-- Records for processing follows --

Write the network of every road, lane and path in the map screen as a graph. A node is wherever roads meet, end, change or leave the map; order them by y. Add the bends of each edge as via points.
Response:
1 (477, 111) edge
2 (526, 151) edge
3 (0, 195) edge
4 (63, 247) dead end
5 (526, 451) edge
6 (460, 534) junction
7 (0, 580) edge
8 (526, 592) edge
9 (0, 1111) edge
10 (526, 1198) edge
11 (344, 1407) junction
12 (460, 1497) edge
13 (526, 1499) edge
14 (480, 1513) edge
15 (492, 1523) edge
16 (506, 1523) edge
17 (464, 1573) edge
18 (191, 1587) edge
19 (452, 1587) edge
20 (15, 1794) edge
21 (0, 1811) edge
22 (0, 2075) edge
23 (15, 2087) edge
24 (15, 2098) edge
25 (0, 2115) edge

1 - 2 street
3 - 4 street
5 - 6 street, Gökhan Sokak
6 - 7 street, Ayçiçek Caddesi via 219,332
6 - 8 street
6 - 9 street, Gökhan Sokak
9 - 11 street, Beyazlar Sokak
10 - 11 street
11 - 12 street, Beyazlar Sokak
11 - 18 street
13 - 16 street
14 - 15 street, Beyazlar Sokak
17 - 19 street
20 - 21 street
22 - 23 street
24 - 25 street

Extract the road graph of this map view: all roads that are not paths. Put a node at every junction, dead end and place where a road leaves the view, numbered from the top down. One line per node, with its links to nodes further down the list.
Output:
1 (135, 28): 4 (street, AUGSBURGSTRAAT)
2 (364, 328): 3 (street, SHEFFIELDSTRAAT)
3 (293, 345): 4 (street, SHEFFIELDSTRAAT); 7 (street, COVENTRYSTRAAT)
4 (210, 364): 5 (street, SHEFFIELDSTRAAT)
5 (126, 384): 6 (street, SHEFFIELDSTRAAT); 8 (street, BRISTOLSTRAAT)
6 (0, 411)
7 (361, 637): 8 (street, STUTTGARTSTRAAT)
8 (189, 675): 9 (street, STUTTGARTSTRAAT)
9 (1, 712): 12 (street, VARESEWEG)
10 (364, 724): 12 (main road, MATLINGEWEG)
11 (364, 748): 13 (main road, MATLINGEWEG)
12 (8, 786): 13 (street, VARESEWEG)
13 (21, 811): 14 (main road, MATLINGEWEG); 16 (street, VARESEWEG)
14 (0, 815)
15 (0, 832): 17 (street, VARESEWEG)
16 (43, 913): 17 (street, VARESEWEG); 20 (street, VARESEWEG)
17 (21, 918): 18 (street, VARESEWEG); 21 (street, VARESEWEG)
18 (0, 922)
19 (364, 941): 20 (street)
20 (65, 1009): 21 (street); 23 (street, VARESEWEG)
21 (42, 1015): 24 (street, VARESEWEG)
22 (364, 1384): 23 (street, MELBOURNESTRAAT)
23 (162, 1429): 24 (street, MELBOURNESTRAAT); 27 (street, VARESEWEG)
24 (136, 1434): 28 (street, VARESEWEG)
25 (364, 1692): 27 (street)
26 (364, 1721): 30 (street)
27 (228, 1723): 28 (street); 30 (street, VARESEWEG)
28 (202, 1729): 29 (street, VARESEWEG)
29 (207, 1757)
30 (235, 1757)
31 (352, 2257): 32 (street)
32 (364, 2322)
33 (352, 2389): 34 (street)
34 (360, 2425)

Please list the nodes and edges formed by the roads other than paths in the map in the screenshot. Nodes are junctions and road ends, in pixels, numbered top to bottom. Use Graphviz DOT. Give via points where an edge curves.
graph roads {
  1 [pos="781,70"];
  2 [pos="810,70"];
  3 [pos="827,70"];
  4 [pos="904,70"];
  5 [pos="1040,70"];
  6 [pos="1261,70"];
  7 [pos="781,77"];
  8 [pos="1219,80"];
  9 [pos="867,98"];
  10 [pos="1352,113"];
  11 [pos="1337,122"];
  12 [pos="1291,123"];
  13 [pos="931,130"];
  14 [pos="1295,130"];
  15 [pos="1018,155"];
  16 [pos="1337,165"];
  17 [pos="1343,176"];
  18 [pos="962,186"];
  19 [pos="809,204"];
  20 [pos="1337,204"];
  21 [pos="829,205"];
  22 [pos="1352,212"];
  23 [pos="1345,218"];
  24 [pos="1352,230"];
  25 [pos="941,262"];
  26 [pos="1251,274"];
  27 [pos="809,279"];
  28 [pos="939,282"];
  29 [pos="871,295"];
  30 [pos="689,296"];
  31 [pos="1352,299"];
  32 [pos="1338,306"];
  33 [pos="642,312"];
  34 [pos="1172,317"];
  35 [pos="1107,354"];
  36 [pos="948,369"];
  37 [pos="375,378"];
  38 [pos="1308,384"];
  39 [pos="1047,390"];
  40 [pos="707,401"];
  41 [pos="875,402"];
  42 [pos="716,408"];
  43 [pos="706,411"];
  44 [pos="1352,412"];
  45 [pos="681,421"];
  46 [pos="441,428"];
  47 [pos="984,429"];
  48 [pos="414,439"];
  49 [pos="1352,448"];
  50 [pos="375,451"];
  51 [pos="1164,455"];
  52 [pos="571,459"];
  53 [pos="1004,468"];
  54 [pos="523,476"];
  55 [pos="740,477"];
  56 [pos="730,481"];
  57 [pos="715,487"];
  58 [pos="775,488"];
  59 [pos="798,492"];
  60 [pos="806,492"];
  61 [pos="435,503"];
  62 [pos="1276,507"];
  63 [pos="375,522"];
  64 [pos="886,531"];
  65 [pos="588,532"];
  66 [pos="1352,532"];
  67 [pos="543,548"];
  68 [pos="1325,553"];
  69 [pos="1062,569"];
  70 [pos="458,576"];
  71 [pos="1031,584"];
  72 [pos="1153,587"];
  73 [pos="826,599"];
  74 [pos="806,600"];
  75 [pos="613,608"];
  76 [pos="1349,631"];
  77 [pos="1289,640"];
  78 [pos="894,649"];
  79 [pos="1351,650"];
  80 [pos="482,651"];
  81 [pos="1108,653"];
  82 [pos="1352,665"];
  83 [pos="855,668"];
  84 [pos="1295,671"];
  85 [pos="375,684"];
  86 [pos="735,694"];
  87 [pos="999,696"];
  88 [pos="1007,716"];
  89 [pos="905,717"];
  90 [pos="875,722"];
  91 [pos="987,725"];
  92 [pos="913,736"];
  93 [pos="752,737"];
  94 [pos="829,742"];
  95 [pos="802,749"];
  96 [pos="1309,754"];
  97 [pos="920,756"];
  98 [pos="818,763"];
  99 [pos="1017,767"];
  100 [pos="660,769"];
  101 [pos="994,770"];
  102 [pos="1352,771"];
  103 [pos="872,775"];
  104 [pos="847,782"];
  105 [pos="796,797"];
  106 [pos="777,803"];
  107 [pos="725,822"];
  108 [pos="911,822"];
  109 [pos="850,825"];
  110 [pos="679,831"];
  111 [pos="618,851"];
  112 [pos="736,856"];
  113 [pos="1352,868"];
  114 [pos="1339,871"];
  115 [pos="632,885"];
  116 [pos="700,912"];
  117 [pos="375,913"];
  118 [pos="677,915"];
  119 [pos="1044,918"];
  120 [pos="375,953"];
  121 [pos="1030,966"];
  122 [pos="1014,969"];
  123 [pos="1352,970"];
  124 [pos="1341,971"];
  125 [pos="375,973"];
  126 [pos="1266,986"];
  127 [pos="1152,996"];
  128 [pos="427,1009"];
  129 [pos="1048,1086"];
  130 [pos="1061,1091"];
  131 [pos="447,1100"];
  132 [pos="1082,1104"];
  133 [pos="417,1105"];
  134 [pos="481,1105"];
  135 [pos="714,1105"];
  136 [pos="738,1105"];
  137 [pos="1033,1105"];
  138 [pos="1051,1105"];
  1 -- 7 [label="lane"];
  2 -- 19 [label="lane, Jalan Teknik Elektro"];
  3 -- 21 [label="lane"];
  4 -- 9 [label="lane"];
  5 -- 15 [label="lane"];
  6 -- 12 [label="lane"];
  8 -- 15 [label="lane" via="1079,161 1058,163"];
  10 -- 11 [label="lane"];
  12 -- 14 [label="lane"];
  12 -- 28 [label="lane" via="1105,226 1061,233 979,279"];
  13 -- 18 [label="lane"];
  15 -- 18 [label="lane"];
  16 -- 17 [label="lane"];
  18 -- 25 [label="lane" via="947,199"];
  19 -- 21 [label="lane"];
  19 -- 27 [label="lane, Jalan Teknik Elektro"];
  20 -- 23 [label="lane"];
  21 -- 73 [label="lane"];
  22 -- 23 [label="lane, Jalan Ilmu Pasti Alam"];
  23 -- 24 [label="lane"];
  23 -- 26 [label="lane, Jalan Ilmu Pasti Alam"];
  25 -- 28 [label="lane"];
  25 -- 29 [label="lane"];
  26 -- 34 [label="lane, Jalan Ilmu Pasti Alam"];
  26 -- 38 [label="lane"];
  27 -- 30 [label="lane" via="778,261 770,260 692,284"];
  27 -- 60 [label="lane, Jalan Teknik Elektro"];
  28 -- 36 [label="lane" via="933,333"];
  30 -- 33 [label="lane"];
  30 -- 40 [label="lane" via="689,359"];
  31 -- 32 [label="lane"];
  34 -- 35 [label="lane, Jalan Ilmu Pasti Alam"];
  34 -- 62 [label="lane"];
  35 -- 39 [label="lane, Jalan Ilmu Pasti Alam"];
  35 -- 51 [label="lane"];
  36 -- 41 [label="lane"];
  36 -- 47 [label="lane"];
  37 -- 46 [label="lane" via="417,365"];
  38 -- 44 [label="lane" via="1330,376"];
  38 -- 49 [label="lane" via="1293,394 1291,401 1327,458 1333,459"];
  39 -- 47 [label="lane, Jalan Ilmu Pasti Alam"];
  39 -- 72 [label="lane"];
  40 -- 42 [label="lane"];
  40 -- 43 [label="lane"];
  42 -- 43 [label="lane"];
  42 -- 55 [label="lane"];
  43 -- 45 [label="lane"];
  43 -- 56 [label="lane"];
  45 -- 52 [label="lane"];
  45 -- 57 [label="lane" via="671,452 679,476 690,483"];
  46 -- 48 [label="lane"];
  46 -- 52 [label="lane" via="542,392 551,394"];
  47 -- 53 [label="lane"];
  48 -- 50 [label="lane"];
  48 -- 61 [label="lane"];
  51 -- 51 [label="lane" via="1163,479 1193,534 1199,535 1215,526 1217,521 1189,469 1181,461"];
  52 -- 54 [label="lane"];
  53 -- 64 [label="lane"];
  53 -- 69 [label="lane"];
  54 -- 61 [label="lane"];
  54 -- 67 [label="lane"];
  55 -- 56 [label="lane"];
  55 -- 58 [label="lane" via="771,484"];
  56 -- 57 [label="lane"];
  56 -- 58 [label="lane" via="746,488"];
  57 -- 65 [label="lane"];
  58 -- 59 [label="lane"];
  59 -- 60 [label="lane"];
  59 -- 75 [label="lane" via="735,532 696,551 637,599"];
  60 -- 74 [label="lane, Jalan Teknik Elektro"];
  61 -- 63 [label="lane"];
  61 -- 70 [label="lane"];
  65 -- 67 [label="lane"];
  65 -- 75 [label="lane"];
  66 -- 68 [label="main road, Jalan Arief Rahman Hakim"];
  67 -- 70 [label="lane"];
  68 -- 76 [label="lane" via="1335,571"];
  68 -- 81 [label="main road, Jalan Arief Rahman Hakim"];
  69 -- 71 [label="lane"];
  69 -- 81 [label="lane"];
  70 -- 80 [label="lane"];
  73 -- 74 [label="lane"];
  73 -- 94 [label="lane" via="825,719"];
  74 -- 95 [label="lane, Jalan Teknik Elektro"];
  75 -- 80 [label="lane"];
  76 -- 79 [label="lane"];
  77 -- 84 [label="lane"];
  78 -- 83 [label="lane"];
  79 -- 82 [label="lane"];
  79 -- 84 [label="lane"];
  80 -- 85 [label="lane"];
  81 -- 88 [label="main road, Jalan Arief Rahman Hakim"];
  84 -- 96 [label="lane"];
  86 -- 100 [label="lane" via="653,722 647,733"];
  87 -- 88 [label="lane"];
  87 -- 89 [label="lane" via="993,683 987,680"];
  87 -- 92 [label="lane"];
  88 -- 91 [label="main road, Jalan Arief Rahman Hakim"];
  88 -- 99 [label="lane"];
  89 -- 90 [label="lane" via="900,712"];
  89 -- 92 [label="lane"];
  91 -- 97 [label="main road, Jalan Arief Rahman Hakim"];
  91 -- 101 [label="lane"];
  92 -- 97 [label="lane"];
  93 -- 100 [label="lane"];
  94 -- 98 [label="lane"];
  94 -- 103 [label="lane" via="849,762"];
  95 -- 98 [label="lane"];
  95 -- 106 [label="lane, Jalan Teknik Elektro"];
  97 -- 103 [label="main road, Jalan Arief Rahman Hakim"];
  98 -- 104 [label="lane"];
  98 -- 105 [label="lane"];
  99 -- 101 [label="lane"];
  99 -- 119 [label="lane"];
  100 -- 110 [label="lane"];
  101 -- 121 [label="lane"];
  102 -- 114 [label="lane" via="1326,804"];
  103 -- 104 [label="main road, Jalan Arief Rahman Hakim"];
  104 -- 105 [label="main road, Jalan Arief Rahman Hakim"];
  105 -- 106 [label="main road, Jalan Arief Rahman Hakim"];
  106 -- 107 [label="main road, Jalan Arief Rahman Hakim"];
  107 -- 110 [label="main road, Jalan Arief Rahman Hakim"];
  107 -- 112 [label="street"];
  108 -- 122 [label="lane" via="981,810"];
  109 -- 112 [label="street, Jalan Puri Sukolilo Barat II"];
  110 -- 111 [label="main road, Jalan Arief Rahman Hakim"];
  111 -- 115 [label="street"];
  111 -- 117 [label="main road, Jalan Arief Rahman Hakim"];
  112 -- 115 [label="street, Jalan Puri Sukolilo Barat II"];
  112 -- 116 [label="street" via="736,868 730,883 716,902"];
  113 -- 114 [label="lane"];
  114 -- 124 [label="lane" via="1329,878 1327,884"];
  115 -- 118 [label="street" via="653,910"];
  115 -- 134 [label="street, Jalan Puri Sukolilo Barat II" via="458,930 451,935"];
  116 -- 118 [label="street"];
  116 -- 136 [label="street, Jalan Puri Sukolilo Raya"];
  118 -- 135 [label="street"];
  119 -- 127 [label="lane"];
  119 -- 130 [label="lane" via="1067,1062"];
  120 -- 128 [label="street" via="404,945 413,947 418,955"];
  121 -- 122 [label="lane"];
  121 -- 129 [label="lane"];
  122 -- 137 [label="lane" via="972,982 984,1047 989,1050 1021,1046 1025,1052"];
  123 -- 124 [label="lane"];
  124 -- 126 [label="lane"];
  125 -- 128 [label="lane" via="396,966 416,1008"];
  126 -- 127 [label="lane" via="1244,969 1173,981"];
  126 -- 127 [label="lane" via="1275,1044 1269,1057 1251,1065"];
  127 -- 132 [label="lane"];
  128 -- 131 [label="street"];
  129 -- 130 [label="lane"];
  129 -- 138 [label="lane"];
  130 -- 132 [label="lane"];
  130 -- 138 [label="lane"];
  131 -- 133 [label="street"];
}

-- Records for processing concluded --

Exercise aim:
List all lines from the entries that include the word "Ilmu".

Written solution:
  22 -- 23 [label="lane, Jalan Ilmu Pasti Alam"];
  23 -- 26 [label="lane, Jalan Ilmu Pasti Alam"];
  26 -- 34 [label="lane, Jalan Ilmu Pasti Alam"];
  34 -- 35 [label="lane, Jalan Ilmu Pasti Alam"];
  35 -- 39 [label="lane, Jalan Ilmu Pasti Alam"];
  39 -- 47 [label="lane, Jalan Ilmu Pasti Alam"];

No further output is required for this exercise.